_EXERCISE DIRECTIONS:_ Write the entries below out again exactly; any picture in them stays out.

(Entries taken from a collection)
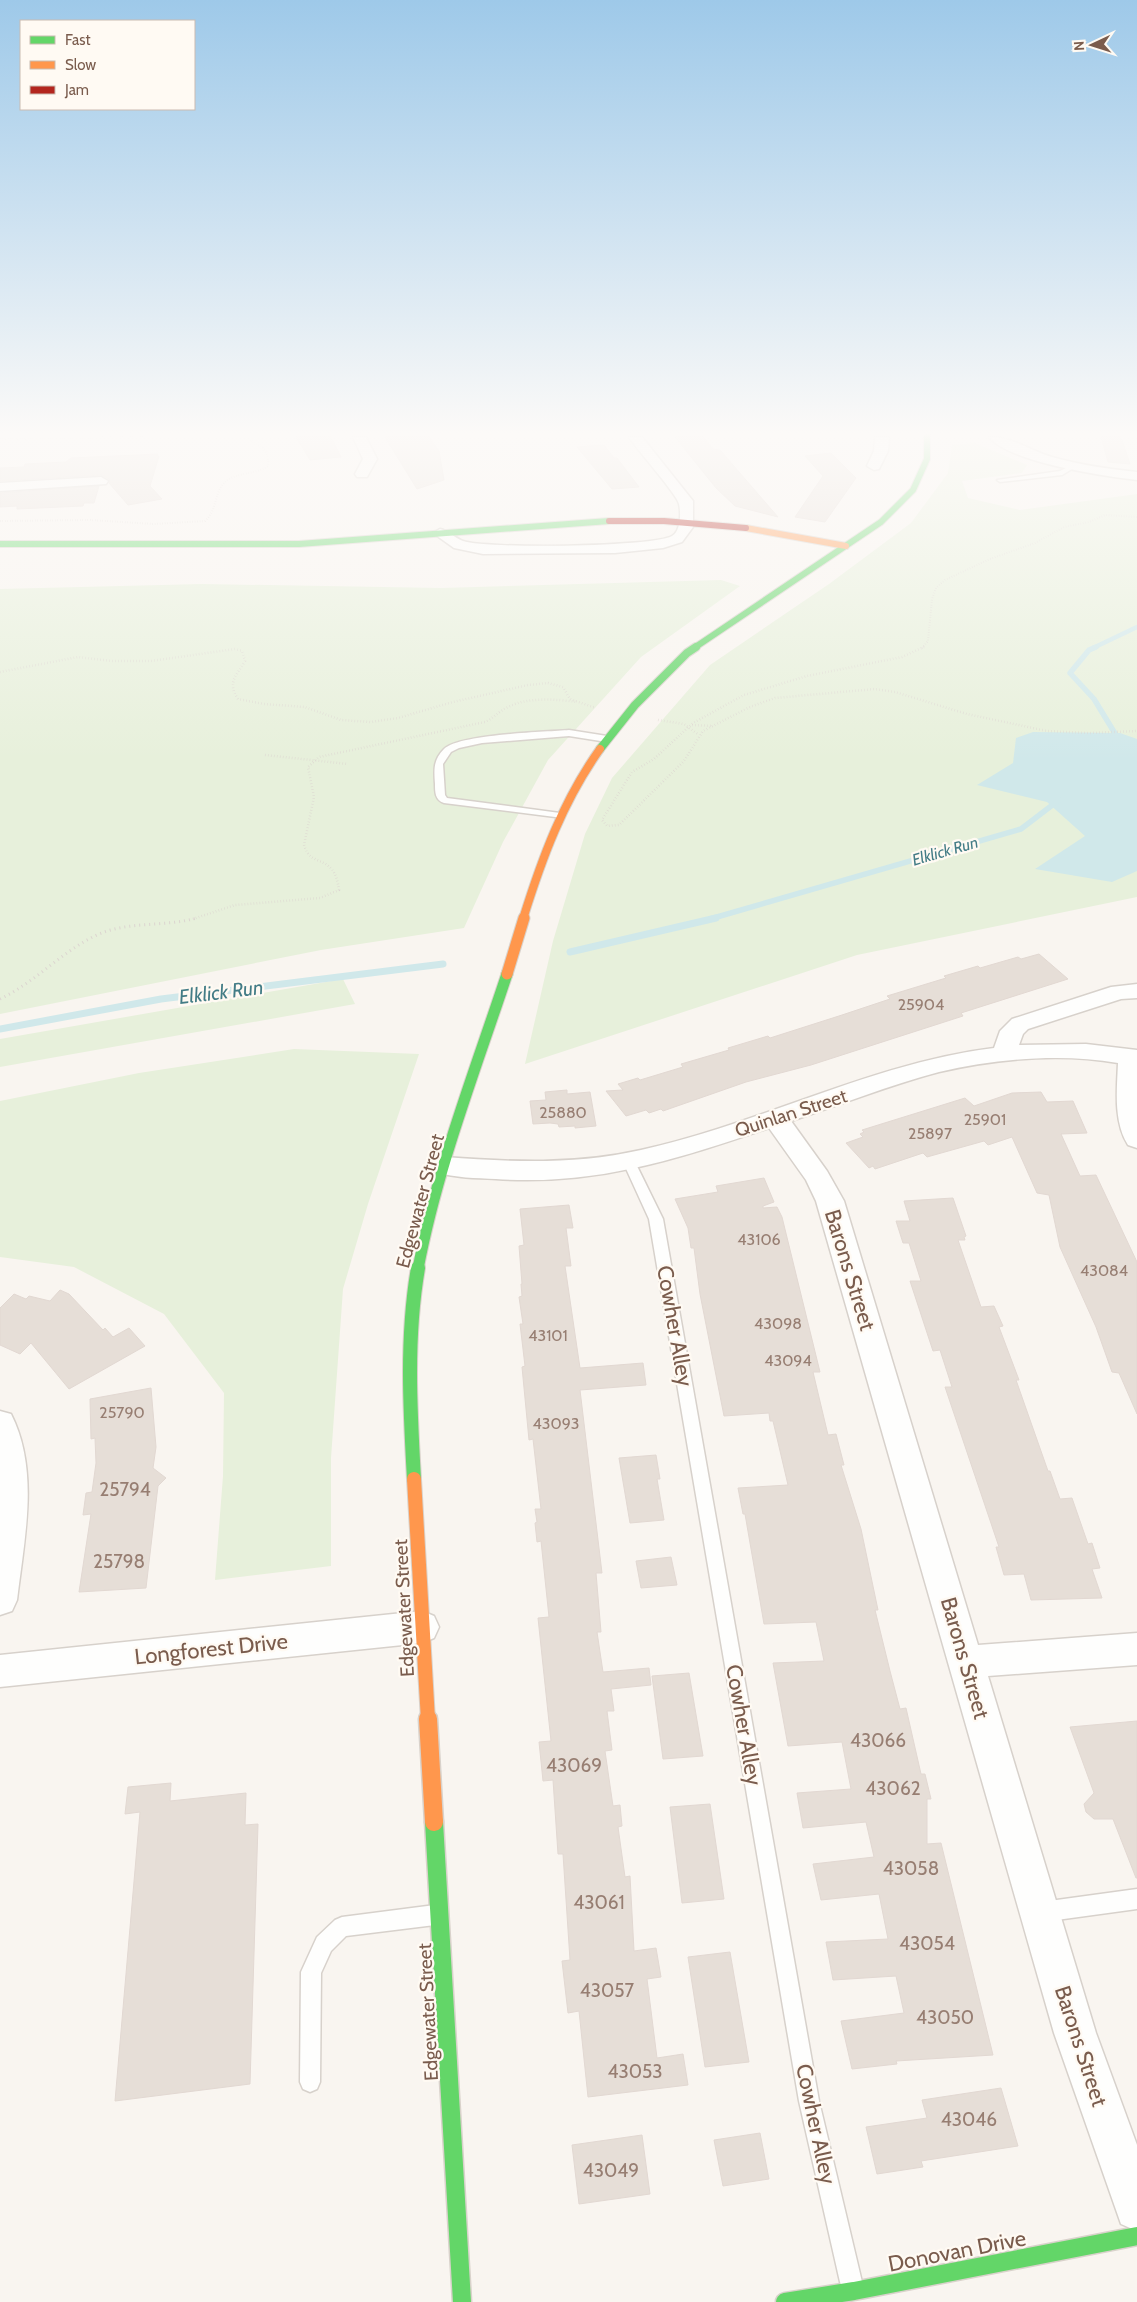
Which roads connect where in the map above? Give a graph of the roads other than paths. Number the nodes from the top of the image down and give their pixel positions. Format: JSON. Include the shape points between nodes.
{"nodes":[{"id":1,"x":117,"y":544,"type":"edge"},
{"id":2,"x":282,"y":544,"type":"edge"},
{"id":3,"x":458,"y":544,"type":"edge"},
{"id":4,"x":663,"y":544,"type":"edge"},
{"id":5,"x":838,"y":544,"type":"edge"},
{"id":6,"x":846,"y":546,"type":"joint"},
{"id":7,"x":607,"y":739,"type":"junction"},
{"id":8,"x":560,"y":816,"type":"junction"},
{"id":9,"x":1137,"y":991,"type":"edge"},
{"id":10,"x":1004,"y":1053,"type":"junction"},
{"id":11,"x":1134,"y":1057,"type":"edge"},
{"id":12,"x":775,"y":1118,"type":"junction"},
{"id":13,"x":1137,"y":1139,"type":"edge"},
{"id":14,"x":629,"y":1162,"type":"junction"},
{"id":15,"x":445,"y":1166,"type":"junction"},
{"id":16,"x":0,"y":1422,"type":"edge"},
{"id":17,"x":0,"y":1600,"type":"edge"},
{"id":18,"x":422,"y":1627,"type":"junction"},
{"id":19,"x":1137,"y":1650,"type":"edge"},
{"id":20,"x":966,"y":1662,"type":"junction"},
{"id":21,"x":0,"y":1671,"type":"edge"},
{"id":22,"x":1137,"y":1899,"type":"edge"},
{"id":23,"x":1039,"y":1912,"type":"junction"},
{"id":24,"x":440,"y":1914,"type":"junction"},
{"id":25,"x":310,"y":2082,"type":"dead end"},
{"id":26,"x":1137,"y":2208,"type":"edge"},
{"id":27,"x":1137,"y":2236,"type":"edge"},
{"id":28,"x":854,"y":2292,"type":"junction"},
{"id":29,"x":462,"y":2302,"type":"edge"},
{"id":30,"x":785,"y":2302,"type":"edge"}],
"edges":[{"from":1,"to":2,"type":"street"},
{"from":3,"to":4,"type":"street","via":[[484,549]]},
{"from":5,"to":6,"type":"street"},
{"from":6,"to":7,"type":"street","name":"Edgewater Street","via":[[687,653],[635,705]]},
{"from":7,"to":8,"type":"street","name":"Edgewater Street","via":[[588,764]]},
{"from":7,"to":8,"type":"lane","via":[[569,733],[482,740],[448,750],[438,764],[440,795],[444,800]]},
{"from":8,"to":15,"type":"street","name":"Edgewater Street"},
{"from":9,"to":10,"type":"street","via":[[1118,992],[1020,1024],[1012,1031]]},
{"from":10,"to":11,"type":"street","name":"Quinlan Street","via":[[1086,1052]]},
{"from":10,"to":12,"type":"street","name":"Quinlan Street","via":[[933,1066]]},
{"from":11,"to":13,"type":"street","via":[[1129,1100]]},
{"from":12,"to":14,"type":"street","name":"Quinlan Street"},
{"from":12,"to":20,"type":"street","name":"Barons Street","via":[[818,1177],[830,1200]]},
{"from":14,"to":15,"type":"street","name":"Quinlan Street","via":[[560,1171]]},
{"from":14,"to":28,"type":"lane","name":"Cowher Alley","via":[[656,1219],[809,2101]]},
{"from":15,"to":18,"type":"street","name":"Edgewater Street","via":[[421,1254],[411,1331],[409,1400]]},
{"from":16,"to":17,"type":"street","via":[[5,1431],[13,1472]]},
{"from":18,"to":21,"type":"street","name":"Longforest Drive"},
{"from":18,"to":24,"type":"street","name":"Edgewater Street"},
{"from":19,"to":20,"type":"street"},
{"from":20,"to":23,"type":"street","name":"Barons Street"},
{"from":22,"to":23,"type":"lane"},
{"from":23,"to":26,"type":"street","name":"Barons Street","via":[[1075,2033]]},
{"from":24,"to":25,"type":"lane","via":[[342,1928],[324,1944],[311,1972]]},
{"from":24,"to":29,"type":"street","name":"Edgewater Street"},
{"from":27,"to":28,"type":"street","name":"Donovan Drive"},
{"from":28,"to":30,"type":"street","name":"Donovan Drive"}]}
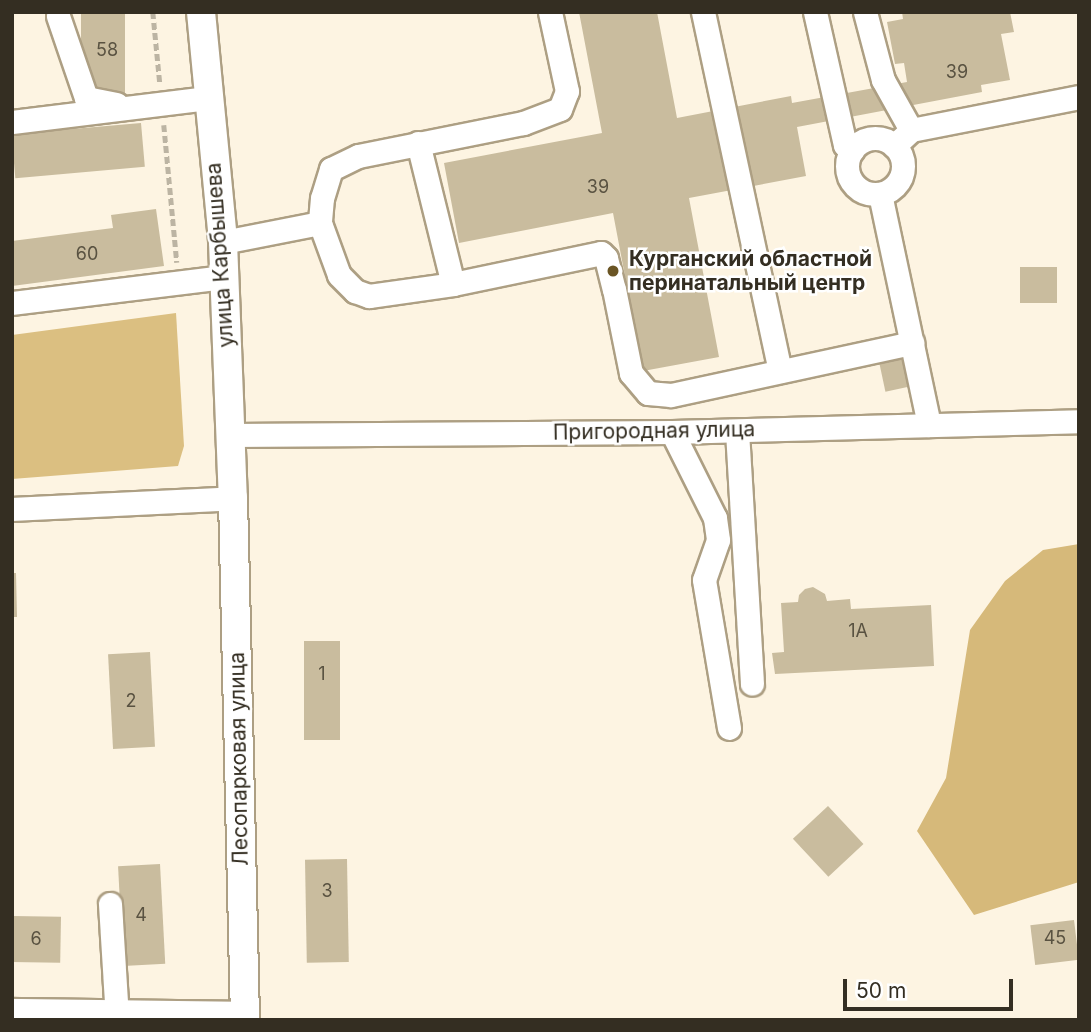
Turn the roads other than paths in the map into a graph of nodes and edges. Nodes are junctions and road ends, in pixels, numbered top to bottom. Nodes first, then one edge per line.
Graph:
1 (201, 12) edge
2 (550, 12) edge
3 (703, 12) edge
4 (815, 12) edge
5 (865, 12) edge
6 (58, 16) dead end
7 (1079, 97) edge
8 (208, 98) junction
9 (132, 107) junction
10 (12, 121) edge
11 (903, 138) junction
12 (418, 143) junction
13 (852, 150) junction
14 (880, 194) junction
15 (320, 223) junction
16 (223, 242) junction
17 (224, 277) junction
18 (453, 284) junction
19 (12, 303) edge
20 (912, 343) junction
21 (780, 372) junction
22 (1079, 421) edge
23 (929, 425) junction
24 (737, 431) junction
25 (672, 432) junction
26 (230, 435) junction
27 (233, 498) junction
28 (12, 509) edge
29 (752, 684) dead end
30 (729, 728) dead end
31 (110, 904) dead end
32 (12, 1010) edge
33 (117, 1016) edge
34 (244, 1016) edge

1 - 8 main road, улица Карбышева
2 - 12 street
3 - 21 street
4 - 13 street
5 - 11 street
6 - 9 street
7 - 11 street
8 - 9 street
8 - 16 main road, улица Карбышева
9 - 10 street
11 - 13 street
11 - 14 street
12 - 15 street
12 - 18 street
13 - 14 street
14 - 20 street
15 - 16 street
15 - 18 street
16 - 17 main road, улица Карбышева
17 - 19 street
17 - 26 main road, улица Карбышева
18 - 21 street
20 - 21 street
20 - 23 street
22 - 23 street, Пригородная улица
23 - 24 street, Пригородная улица
24 - 25 street, Пригородная улица
24 - 29 street
25 - 26 street, Пригородная улица
25 - 30 street
26 - 27 main road, улица Карбышева
27 - 28 street
27 - 34 main road, Лесопарковая улица
31 - 33 street
32 - 33 street
33 - 34 street

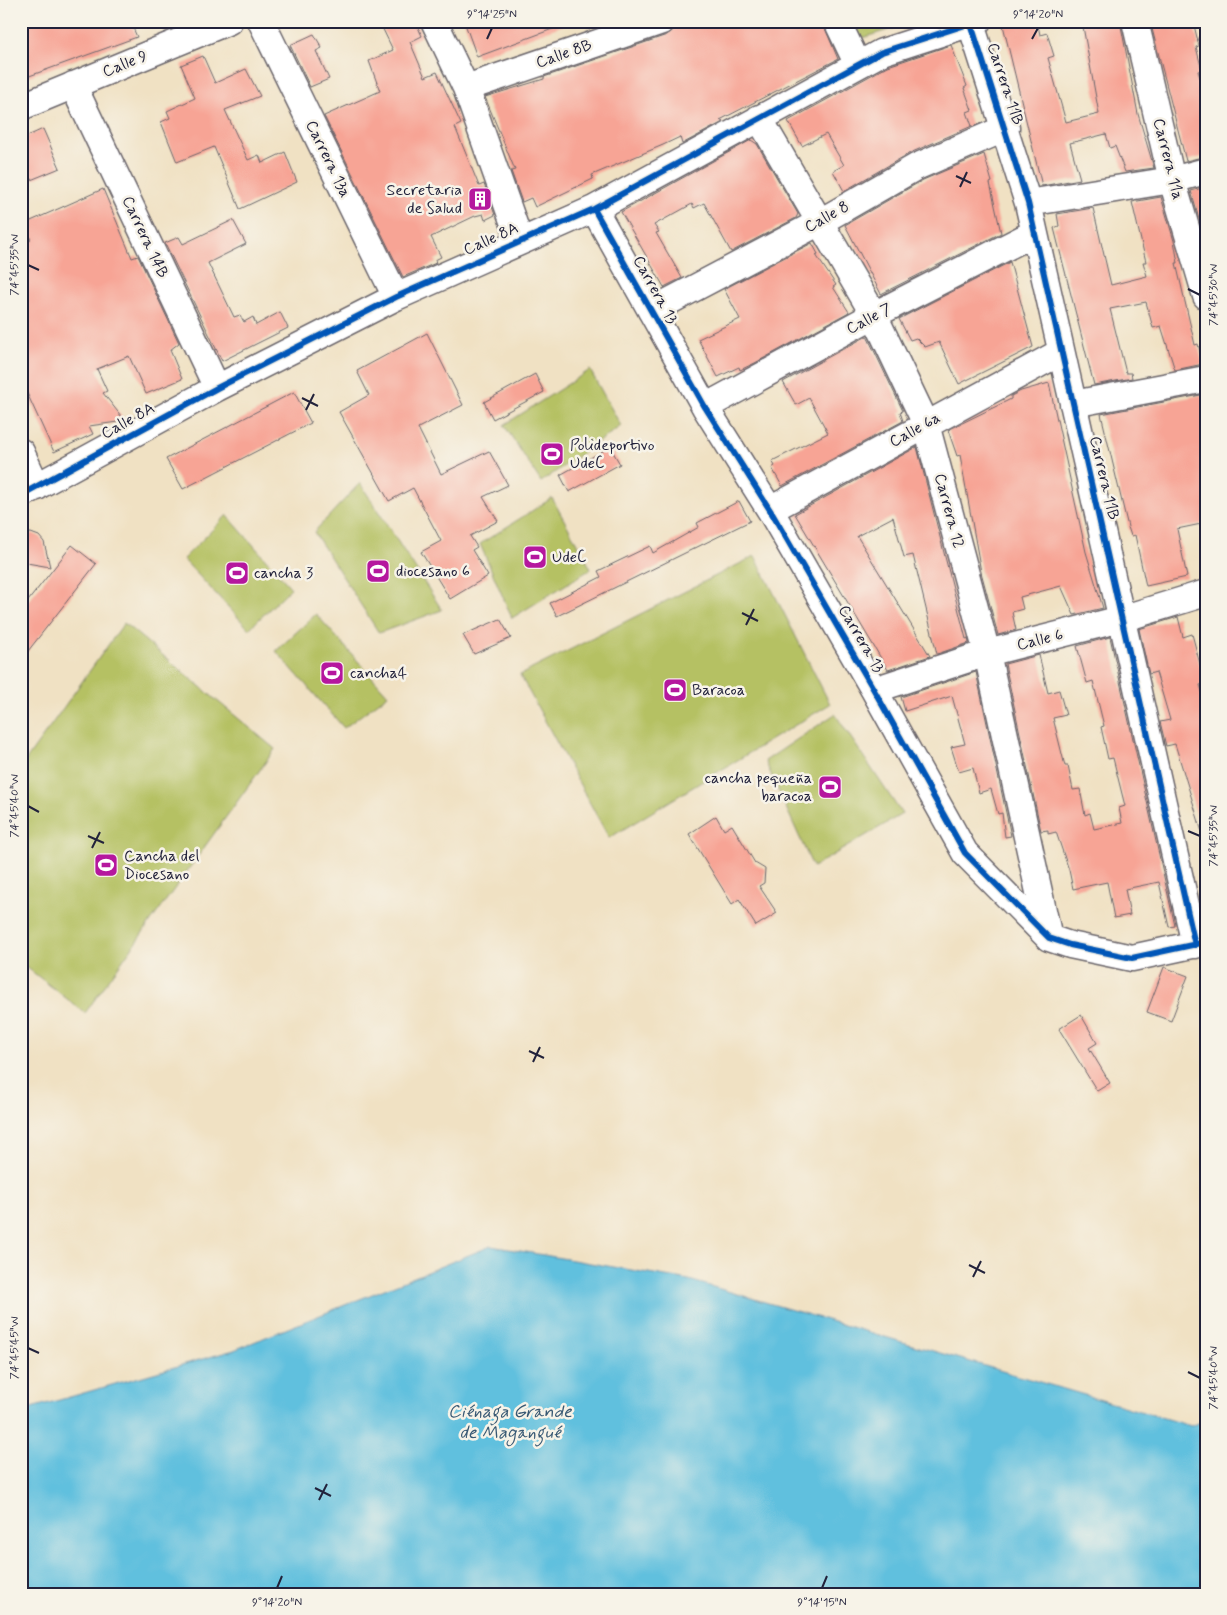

_FINISHED EXERCISE:_
Which roads connect where in the map above? Give a graph of the roads other than paths. Number the nodes from the top of the image down and give their pixel positions. Format: JSON. Include the shape points between nodes.
{"nodes":[{"id":1,"x":117,"y":544,"type":"edge"},
{"id":2,"x":282,"y":544,"type":"edge"},
{"id":3,"x":458,"y":544,"type":"edge"},
{"id":4,"x":663,"y":544,"type":"edge"},
{"id":5,"x":838,"y":544,"type":"edge"},
{"id":6,"x":846,"y":546,"type":"joint"},
{"id":7,"x":607,"y":739,"type":"junction"},
{"id":8,"x":560,"y":816,"type":"junction"},
{"id":9,"x":1137,"y":991,"type":"edge"},
{"id":10,"x":1004,"y":1053,"type":"junction"},
{"id":11,"x":1134,"y":1057,"type":"edge"},
{"id":12,"x":775,"y":1118,"type":"junction"},
{"id":13,"x":1137,"y":1139,"type":"edge"},
{"id":14,"x":629,"y":1162,"type":"junction"},
{"id":15,"x":445,"y":1166,"type":"junction"},
{"id":16,"x":0,"y":1422,"type":"edge"},
{"id":17,"x":0,"y":1600,"type":"edge"},
{"id":18,"x":422,"y":1627,"type":"junction"},
{"id":19,"x":1137,"y":1650,"type":"edge"},
{"id":20,"x":966,"y":1662,"type":"junction"},
{"id":21,"x":0,"y":1671,"type":"edge"},
{"id":22,"x":1137,"y":1899,"type":"edge"},
{"id":23,"x":1039,"y":1912,"type":"junction"},
{"id":24,"x":440,"y":1914,"type":"junction"},
{"id":25,"x":310,"y":2082,"type":"dead end"},
{"id":26,"x":1137,"y":2208,"type":"edge"},
{"id":27,"x":1137,"y":2236,"type":"edge"},
{"id":28,"x":854,"y":2292,"type":"junction"},
{"id":29,"x":462,"y":2302,"type":"edge"},
{"id":30,"x":785,"y":2302,"type":"edge"}],
"edges":[{"from":1,"to":2,"type":"street"},
{"from":3,"to":4,"type":"street","via":[[484,549]]},
{"from":5,"to":6,"type":"street"},
{"from":6,"to":7,"type":"street","name":"Edgewater Street","via":[[687,653],[635,705]]},
{"from":7,"to":8,"type":"street","name":"Edgewater Street","via":[[588,764]]},
{"from":7,"to":8,"type":"lane","via":[[569,733],[482,740],[448,750],[438,764],[440,795],[444,800]]},
{"from":8,"to":15,"type":"street","name":"Edgewater Street"},
{"from":9,"to":10,"type":"street","via":[[1118,992],[1020,1024],[1012,1031]]},
{"from":10,"to":11,"type":"street","name":"Quinlan Street","via":[[1086,1052]]},
{"from":10,"to":12,"type":"street","name":"Quinlan Street","via":[[933,1066]]},
{"from":11,"to":13,"type":"street","via":[[1129,1100]]},
{"from":12,"to":14,"type":"street","name":"Quinlan Street"},
{"from":12,"to":20,"type":"street","name":"Barons Street","via":[[818,1177],[830,1200]]},
{"from":14,"to":15,"type":"street","name":"Quinlan Street","via":[[560,1171]]},
{"from":14,"to":28,"type":"lane","name":"Cowher Alley","via":[[656,1219],[809,2101]]},
{"from":15,"to":18,"type":"street","name":"Edgewater Street","via":[[421,1254],[411,1331],[409,1400]]},
{"from":16,"to":17,"type":"street","via":[[5,1431],[13,1472]]},
{"from":18,"to":21,"type":"street","name":"Longforest Drive"},
{"from":18,"to":24,"type":"street","name":"Edgewater Street"},
{"from":19,"to":20,"type":"street"},
{"from":20,"to":23,"type":"street","name":"Barons Street"},
{"from":22,"to":23,"type":"lane"},
{"from":23,"to":26,"type":"street","name":"Barons Street","via":[[1075,2033]]},
{"from":24,"to":25,"type":"lane","via":[[342,1928],[324,1944],[311,1972]]},
{"from":24,"to":29,"type":"street","name":"Edgewater Street"},
{"from":27,"to":28,"type":"street","name":"Donovan Drive"},
{"from":28,"to":30,"type":"street","name":"Donovan Drive"}]}
Turn the roads other than paths in the map into a graph of nodes and edges. Nodes are junctions and road ends, in pixels, numbered top to bottom. Nodes first, then one edge per line.
Graph:
1 (201, 12) edge
2 (550, 12) edge
3 (703, 12) edge
4 (815, 12) edge
5 (865, 12) edge
6 (58, 16) dead end
7 (1079, 97) edge
8 (208, 98) junction
9 (132, 107) junction
10 (12, 121) edge
11 (903, 138) junction
12 (418, 143) junction
13 (852, 150) junction
14 (880, 194) junction
15 (320, 223) junction
16 (223, 242) junction
17 (224, 277) junction
18 (453, 284) junction
19 (12, 303) edge
20 (912, 343) junction
21 (780, 372) junction
22 (1079, 421) edge
23 (929, 425) junction
24 (737, 431) junction
25 (672, 432) junction
26 (230, 435) junction
27 (233, 498) junction
28 (12, 509) edge
29 (752, 684) dead end
30 (729, 728) dead end
31 (110, 904) dead end
32 (12, 1010) edge
33 (117, 1016) edge
34 (244, 1016) edge

1 - 8 main road, улица Карбышева
2 - 12 street
3 - 21 street
4 - 13 street
5 - 11 street
6 - 9 street
7 - 11 street
8 - 9 street
8 - 16 main road, улица Карбышева
9 - 10 street
11 - 13 street
11 - 14 street
12 - 15 street
12 - 18 street
13 - 14 street
14 - 20 street
15 - 16 street
15 - 18 street
16 - 17 main road, улица Карбышева
17 - 19 street
17 - 26 main road, улица Карбышева
18 - 21 street
20 - 21 street
20 - 23 street
22 - 23 street, Пригородная улица
23 - 24 street, Пригородная улица
24 - 25 street, Пригородная улица
24 - 29 street
25 - 26 street, Пригородная улица
25 - 30 street
26 - 27 main road, улица Карбышева
27 - 28 street
27 - 34 main road, Лесопарковая улица
31 - 33 street
32 - 33 street
33 - 34 street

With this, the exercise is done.